▸ **Instructions for the task**
The records below are to be reproduced exactly, and no picture should appear in the copy.

*** Provided entries ***

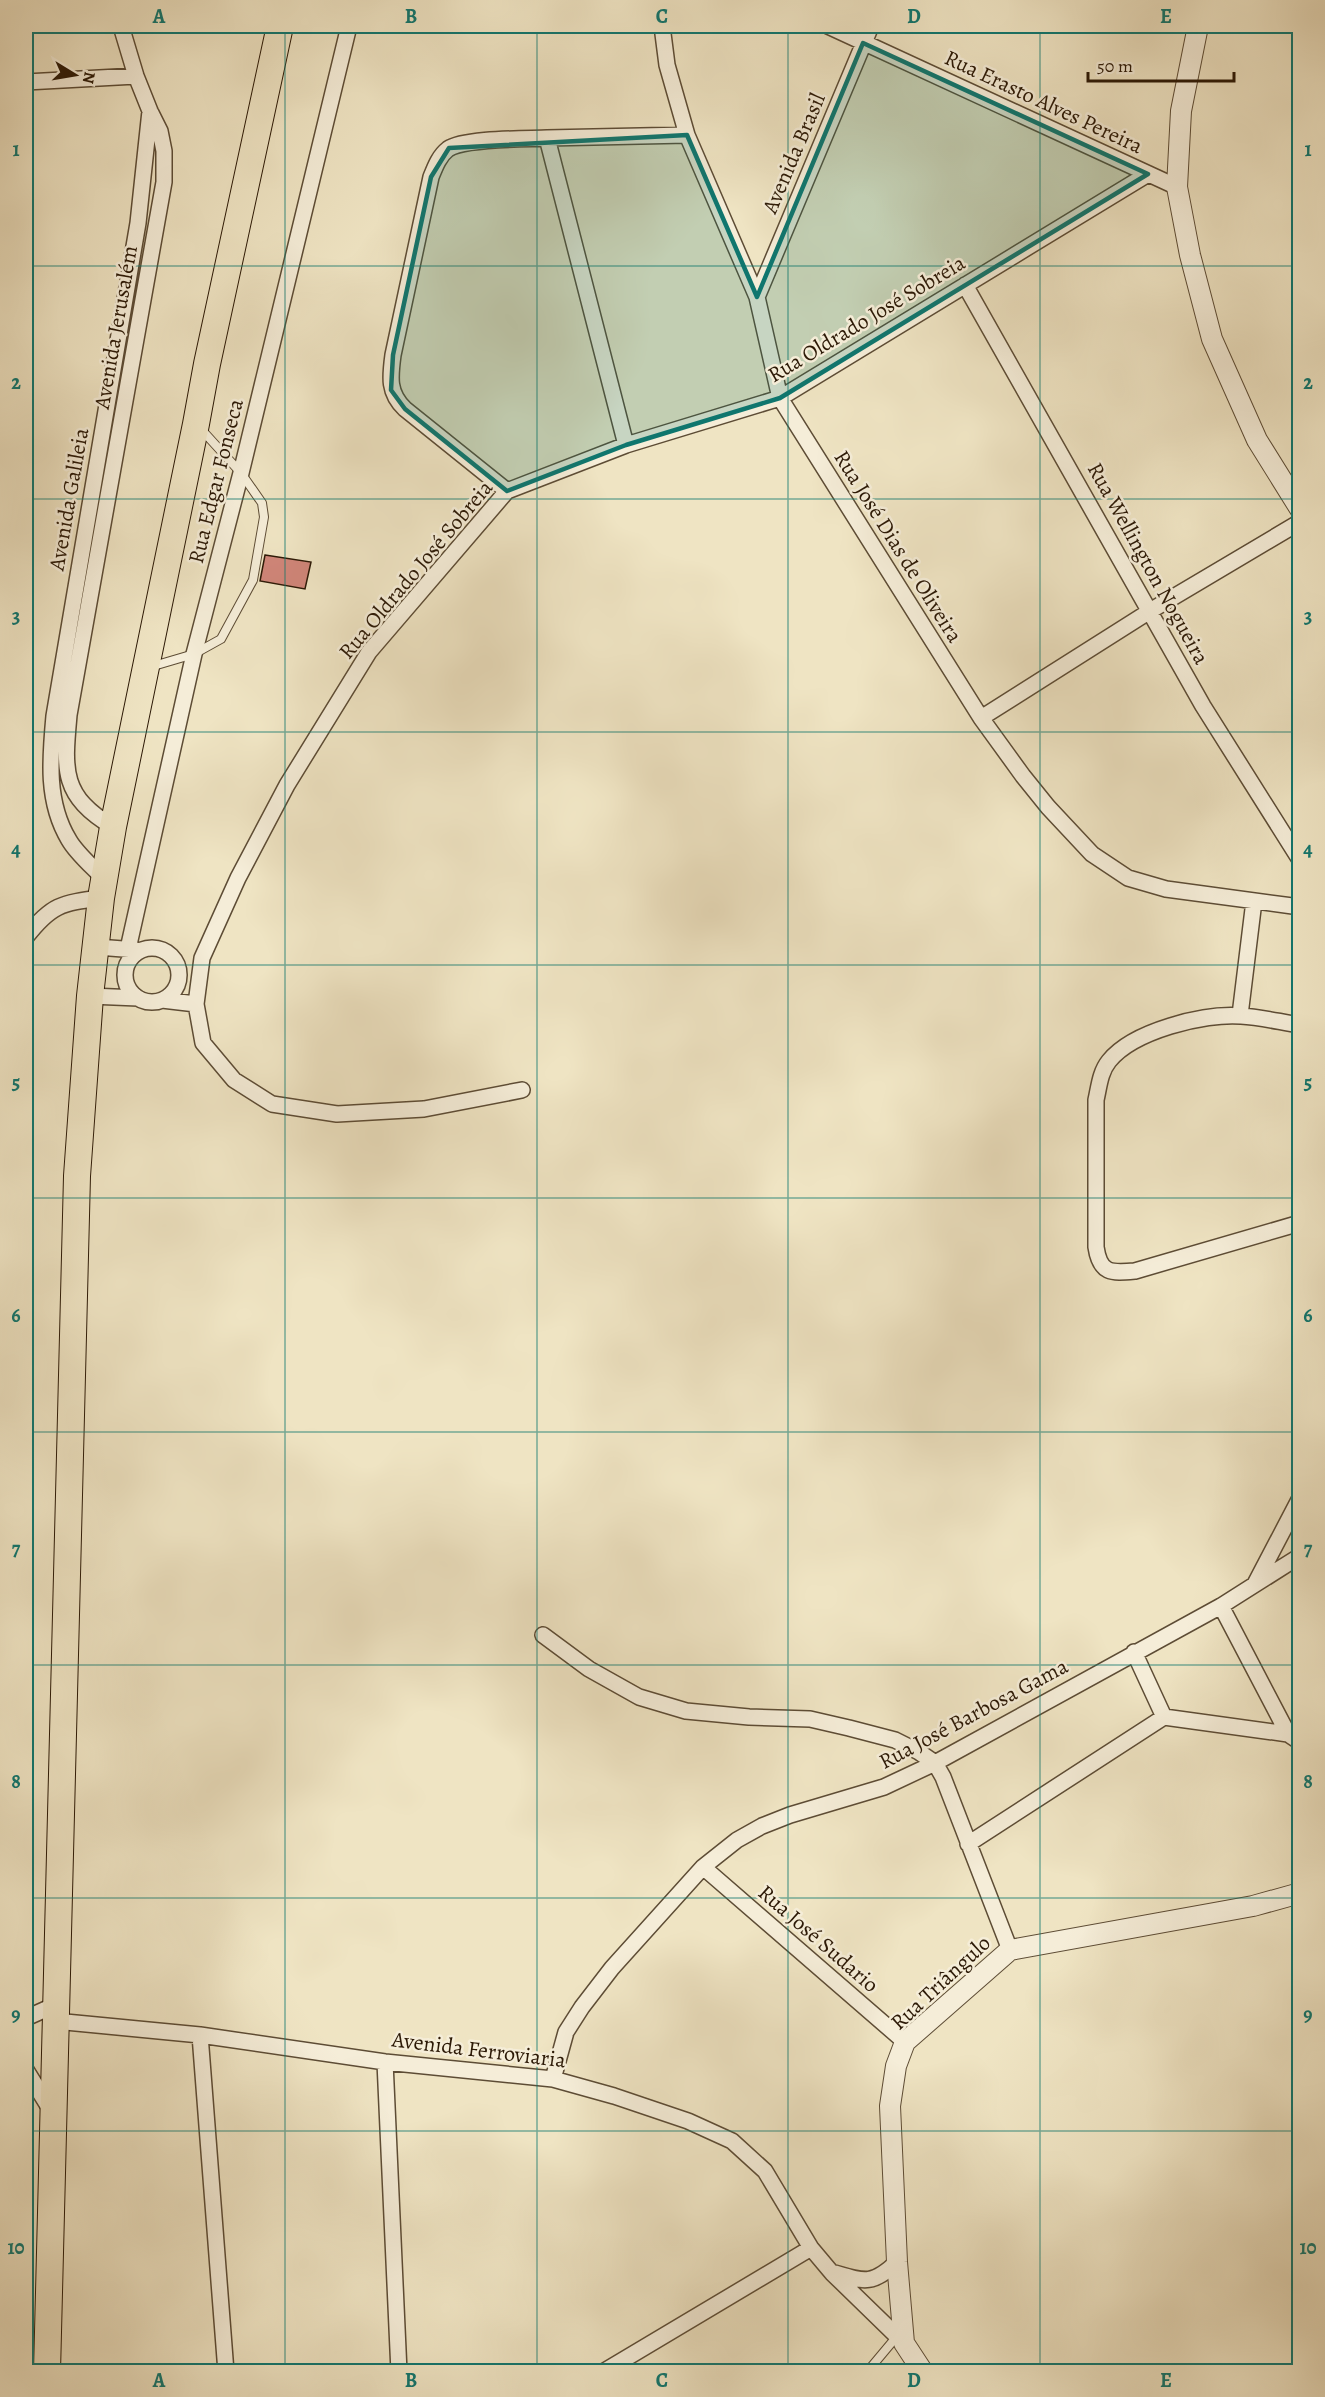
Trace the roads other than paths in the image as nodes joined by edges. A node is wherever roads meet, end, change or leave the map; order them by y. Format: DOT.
graph roads {
  1 [pos="121,26"];
  2 [pos="129,26"];
  3 [pos="280,26"];
  4 [pos="349,26"];
  5 [pos="662,26"];
  6 [pos="828,26"];
  7 [pos="871,26"];
  8 [pos="1198,26"];
  9 [pos="126,43"];
  10 [pos="863,44"];
  11 [pos="136,76"];
  12 [pos="26,82"];
  13 [pos="150,111"];
  14 [pos="687,135"];
  15 [pos="547,138"];
  16 [pos="1148,174"];
  17 [pos="1177,187"];
  18 [pos="965,285"];
  19 [pos="757,297"];
  20 [pos="780,398"];
  21 [pos="196,424"];
  22 [pos="626,445"];
  23 [pos="241,473"];
  24 [pos="507,491"];
  25 [pos="1299,509"];
  26 [pos="1299,522"];
  27 [pos="1150,611"];
  28 [pos="194,654"];
  29 [pos="144,669"];
  30 [pos="981,718"];
  31 [pos="112,827"];
  32 [pos="1299,860"];
  33 [pos="102,888"];
  34 [pos="1254,901"];
  35 [pos="1299,907"];
  36 [pos="26,937"];
  37 [pos="96,946"];
  38 [pos="135,949"];
  39 [pos="169,954"];
  40 [pos="202,958"];
  41 [pos="90,996"];
  42 [pos="138,998"];
  43 [pos="162,1000"];
  44 [pos="196,1004"];
  45 [pos="1240,1016"];
  46 [pos="1299,1025"];
  47 [pos="522,1090"];
  48 [pos="1299,1223"];
  49 [pos="1299,1498"];
  50 [pos="1299,1557"];
  51 [pos="1255,1584"];
  52 [pos="1221,1605"];
  53 [pos="543,1635"];
  54 [pos="1134,1652"];
  55 [pos="1164,1717"];
  56 [pos="1294,1738"];
  57 [pos="935,1763"];
  58 [pos="968,1844"];
  59 [pos="703,1867"];
  60 [pos="1299,1893"];
  61 [pos="1010,1950"];
  62 [pos="55,2013"];
  63 [pos="26,2018"];
  64 [pos="200,2035"];
  65 [pos="905,2042"];
  66 [pos="385,2062"];
  67 [pos="26,2070"];
  68 [pos="553,2079"];
  69 [pos="54,2115"];
  70 [pos="811,2248"];
  71 [pos="897,2262"];
  72 [pos="832,2273"];
  73 [pos="901,2337"];
  74 [pos="47,2372"];
  75 [pos="226,2372"];
  76 [pos="399,2372"];
  77 [pos="603,2372"];
  78 [pos="867,2372"];
  79 [pos="922,2372"];
  1 -- 9 [label="street, Avenida Jerusalém"];
  2 -- 9 [label="street"];
  3 -- 21 [label="highway"];
  4 -- 23 [label="street, Rua Edgar Fonseca"];
  5 -- 14 [label="street, Rua José Dias de Oliveira"];
  6 -- 10 [label="street, Rua Erasto Alves Pereira"];
  7 -- 10 [label="street, Avenida Brasil"];
  8 -- 17 [label="street"];
  9 -- 11 [label="street, Avenida Jerusalém"];
  10 -- 16 [label="street, Rua Erasto Alves Pereira"];
  10 -- 19 [label="street, Avenida Brasil"];
  11 -- 12 [label="street"];
  11 -- 13 [label="street, Avenida Jerusalém"];
  13 -- 31 [label="street, Avenida Jerusalém"];
  13 -- 33 [label="street, Avenida Galileia"];
  14 -- 15 [label="street"];
  14 -- 19 [label="street, Rua José Dias de Oliveira"];
  15 -- 22 [label="street"];
  15 -- 24 [label="street"];
  16 -- 17 [label="street, Rua Erasto Alves Pereira"];
  16 -- 18 [label="street, Rua Oldrado José Sobreia"];
  17 -- 25 [label="street"];
  18 -- 20 [label="street, Rua Oldrado José Sobreia"];
  18 -- 27 [label="street, Rua Wellington Nogueira"];
  19 -- 20 [label="street, Rua José Dias de Oliveira"];
  20 -- 22 [label="street, Rua Oldrado José Sobreia"];
  20 -- 30 [label="street, Rua José Dias de Oliveira"];
  21 -- 23 [label="lane"];
  21 -- 29 [label="highway"];
  22 -- 24 [label="street, Rua Oldrado José Sobreia"];
  23 -- 28 [label="street, Rua Edgar Fonseca"];
  23 -- 28 [label="lane"];
  24 -- 40 [label="street, Rua Oldrado José Sobreia"];
  26 -- 27 [label="street"];
  27 -- 30 [label="street"];
  27 -- 32 [label="street, Rua Wellington Nogueira"];
  28 -- 29 [label="lane"];
  28 -- 38 [label="street, Rua Edgar Fonseca"];
  29 -- 31 [label="highway"];
  30 -- 34 [label="street, Rua José Dias de Oliveira"];
  31 -- 33 [label="highway"];
  33 -- 36 [label="street"];
  33 -- 37 [label="highway"];
  34 -- 35 [label="street, Rua José Dias de Oliveira"];
  34 -- 45 [label="street"];
  37 -- 38 [label="street"];
  37 -- 41 [label="highway"];
  38 -- 39 [label="street"];
  38 -- 42 [label="street"];
  39 -- 40 [label="street"];
  39 -- 43 [label="street"];
  40 -- 44 [label="street, Rua Oldrado José Sobreia"];
  41 -- 42 [label="street"];
  41 -- 62 [label="highway"];
  42 -- 43 [label="street"];
  43 -- 44 [label="street"];
  44 -- 47 [label="street, Rua Oldrado José Sobreia"];
  45 -- 46 [label="street"];
  45 -- 48 [label="street"];
  49 -- 51 [label="street"];
  50 -- 51 [label="street, Rua José Barbosa Gama"];
  51 -- 52 [label="street, Rua José Barbosa Gama"];
  52 -- 54 [label="street, Rua José Barbosa Gama"];
  52 -- 56 [label="street"];
  53 -- 57 [label="street"];
  54 -- 55 [label="street"];
  54 -- 57 [label="street, Rua José Barbosa Gama"];
  55 -- 56 [label="street"];
  55 -- 58 [label="street"];
  57 -- 58 [label="street"];
  57 -- 59 [label="street, Rua José Barbosa Gama"];
  58 -- 61 [label="street"];
  59 -- 65 [label="street, Rua José Sudario"];
  59 -- 68 [label="street, Rua José Barbosa Gama"];
  60 -- 61 [label="street, Rua Triângulo"];
  61 -- 65 [label="street, Rua Triângulo"];
  62 -- 63 [label="street"];
  62 -- 64 [label="street, Avenida Ferroviaria"];
  62 -- 69 [label="highway"];
  64 -- 66 [label="street, Avenida Ferroviaria"];
  64 -- 75 [label="street"];
  65 -- 71 [label="street, Rua Triângulo"];
  66 -- 68 [label="street, Avenida Ferroviaria"];
  66 -- 76 [label="street"];
  67 -- 69 [label="street"];
  68 -- 70 [label="street, Avenida Ferroviaria"];
  69 -- 74 [label="highway"];
  70 -- 72 [label="street, Avenida Ferroviaria"];
  70 -- 77 [label="street"];
  71 -- 72 [label="street"];
  71 -- 73 [label="street, Rua Triângulo"];
  72 -- 73 [label="street, Avenida Ferroviaria"];
  73 -- 78 [label="lane"];
  73 -- 79 [label="street, Avenida Ferroviaria"];
}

*** End of Provided entries ***

▸ **Problem solution**
Trace the roads other than paths in the image as nodes joined by edges. A node is wherever roads meet, end, change or leave the map; order them by y. Format: DOT.
graph roads {
  1 [pos="121,26"];
  2 [pos="129,26"];
  3 [pos="280,26"];
  4 [pos="349,26"];
  5 [pos="662,26"];
  6 [pos="828,26"];
  7 [pos="871,26"];
  8 [pos="1198,26"];
  9 [pos="126,43"];
  10 [pos="863,44"];
  11 [pos="136,76"];
  12 [pos="26,82"];
  13 [pos="150,111"];
  14 [pos="687,135"];
  15 [pos="547,138"];
  16 [pos="1148,174"];
  17 [pos="1177,187"];
  18 [pos="965,285"];
  19 [pos="757,297"];
  20 [pos="780,398"];
  21 [pos="196,424"];
  22 [pos="626,445"];
  23 [pos="241,473"];
  24 [pos="507,491"];
  25 [pos="1299,509"];
  26 [pos="1299,522"];
  27 [pos="1150,611"];
  28 [pos="194,654"];
  29 [pos="144,669"];
  30 [pos="981,718"];
  31 [pos="112,827"];
  32 [pos="1299,860"];
  33 [pos="102,888"];
  34 [pos="1254,901"];
  35 [pos="1299,907"];
  36 [pos="26,937"];
  37 [pos="96,946"];
  38 [pos="135,949"];
  39 [pos="169,954"];
  40 [pos="202,958"];
  41 [pos="90,996"];
  42 [pos="138,998"];
  43 [pos="162,1000"];
  44 [pos="196,1004"];
  45 [pos="1240,1016"];
  46 [pos="1299,1025"];
  47 [pos="522,1090"];
  48 [pos="1299,1223"];
  49 [pos="1299,1498"];
  50 [pos="1299,1557"];
  51 [pos="1255,1584"];
  52 [pos="1221,1605"];
  53 [pos="543,1635"];
  54 [pos="1134,1652"];
  55 [pos="1164,1717"];
  56 [pos="1294,1738"];
  57 [pos="935,1763"];
  58 [pos="968,1844"];
  59 [pos="703,1867"];
  60 [pos="1299,1893"];
  61 [pos="1010,1950"];
  62 [pos="55,2013"];
  63 [pos="26,2018"];
  64 [pos="200,2035"];
  65 [pos="905,2042"];
  66 [pos="385,2062"];
  67 [pos="26,2070"];
  68 [pos="553,2079"];
  69 [pos="54,2115"];
  70 [pos="811,2248"];
  71 [pos="897,2262"];
  72 [pos="832,2273"];
  73 [pos="901,2337"];
  74 [pos="47,2372"];
  75 [pos="226,2372"];
  76 [pos="399,2372"];
  77 [pos="603,2372"];
  78 [pos="867,2372"];
  79 [pos="922,2372"];
  1 -- 9 [label="street, Avenida Jerusalém"];
  2 -- 9 [label="street"];
  3 -- 21 [label="highway"];
  4 -- 23 [label="street, Rua Edgar Fonseca"];
  5 -- 14 [label="street, Rua José Dias de Oliveira"];
  6 -- 10 [label="street, Rua Erasto Alves Pereira"];
  7 -- 10 [label="street, Avenida Brasil"];
  8 -- 17 [label="street"];
  9 -- 11 [label="street, Avenida Jerusalém"];
  10 -- 16 [label="street, Rua Erasto Alves Pereira"];
  10 -- 19 [label="street, Avenida Brasil"];
  11 -- 12 [label="street"];
  11 -- 13 [label="street, Avenida Jerusalém"];
  13 -- 31 [label="street, Avenida Jerusalém"];
  13 -- 33 [label="street, Avenida Galileia"];
  14 -- 15 [label="street"];
  14 -- 19 [label="street, Rua José Dias de Oliveira"];
  15 -- 22 [label="street"];
  15 -- 24 [label="street"];
  16 -- 17 [label="street, Rua Erasto Alves Pereira"];
  16 -- 18 [label="street, Rua Oldrado José Sobreia"];
  17 -- 25 [label="street"];
  18 -- 20 [label="street, Rua Oldrado José Sobreia"];
  18 -- 27 [label="street, Rua Wellington Nogueira"];
  19 -- 20 [label="street, Rua José Dias de Oliveira"];
  20 -- 22 [label="street, Rua Oldrado José Sobreia"];
  20 -- 30 [label="street, Rua José Dias de Oliveira"];
  21 -- 23 [label="lane"];
  21 -- 29 [label="highway"];
  22 -- 24 [label="street, Rua Oldrado José Sobreia"];
  23 -- 28 [label="street, Rua Edgar Fonseca"];
  23 -- 28 [label="lane"];
  24 -- 40 [label="street, Rua Oldrado José Sobreia"];
  26 -- 27 [label="street"];
  27 -- 30 [label="street"];
  27 -- 32 [label="street, Rua Wellington Nogueira"];
  28 -- 29 [label="lane"];
  28 -- 38 [label="street, Rua Edgar Fonseca"];
  29 -- 31 [label="highway"];
  30 -- 34 [label="street, Rua José Dias de Oliveira"];
  31 -- 33 [label="highway"];
  33 -- 36 [label="street"];
  33 -- 37 [label="highway"];
  34 -- 35 [label="street, Rua José Dias de Oliveira"];
  34 -- 45 [label="street"];
  37 -- 38 [label="street"];
  37 -- 41 [label="highway"];
  38 -- 39 [label="street"];
  38 -- 42 [label="street"];
  39 -- 40 [label="street"];
  39 -- 43 [label="street"];
  40 -- 44 [label="street, Rua Oldrado José Sobreia"];
  41 -- 42 [label="street"];
  41 -- 62 [label="highway"];
  42 -- 43 [label="street"];
  43 -- 44 [label="street"];
  44 -- 47 [label="street, Rua Oldrado José Sobreia"];
  45 -- 46 [label="street"];
  45 -- 48 [label="street"];
  49 -- 51 [label="street"];
  50 -- 51 [label="street, Rua José Barbosa Gama"];
  51 -- 52 [label="street, Rua José Barbosa Gama"];
  52 -- 54 [label="street, Rua José Barbosa Gama"];
  52 -- 56 [label="street"];
  53 -- 57 [label="street"];
  54 -- 55 [label="street"];
  54 -- 57 [label="street, Rua José Barbosa Gama"];
  55 -- 56 [label="street"];
  55 -- 58 [label="street"];
  57 -- 58 [label="street"];
  57 -- 59 [label="street, Rua José Barbosa Gama"];
  58 -- 61 [label="street"];
  59 -- 65 [label="street, Rua José Sudario"];
  59 -- 68 [label="street, Rua José Barbosa Gama"];
  60 -- 61 [label="street, Rua Triângulo"];
  61 -- 65 [label="street, Rua Triângulo"];
  62 -- 63 [label="street"];
  62 -- 64 [label="street, Avenida Ferroviaria"];
  62 -- 69 [label="highway"];
  64 -- 66 [label="street, Avenida Ferroviaria"];
  64 -- 75 [label="street"];
  65 -- 71 [label="street, Rua Triângulo"];
  66 -- 68 [label="street, Avenida Ferroviaria"];
  66 -- 76 [label="street"];
  67 -- 69 [label="street"];
  68 -- 70 [label="street, Avenida Ferroviaria"];
  69 -- 74 [label="highway"];
  70 -- 72 [label="street, Avenida Ferroviaria"];
  70 -- 77 [label="street"];
  71 -- 72 [label="street"];
  71 -- 73 [label="street, Rua Triângulo"];
  72 -- 73 [label="street, Avenida Ferroviaria"];
  73 -- 78 [label="lane"];
  73 -- 79 [label="street, Avenida Ferroviaria"];
}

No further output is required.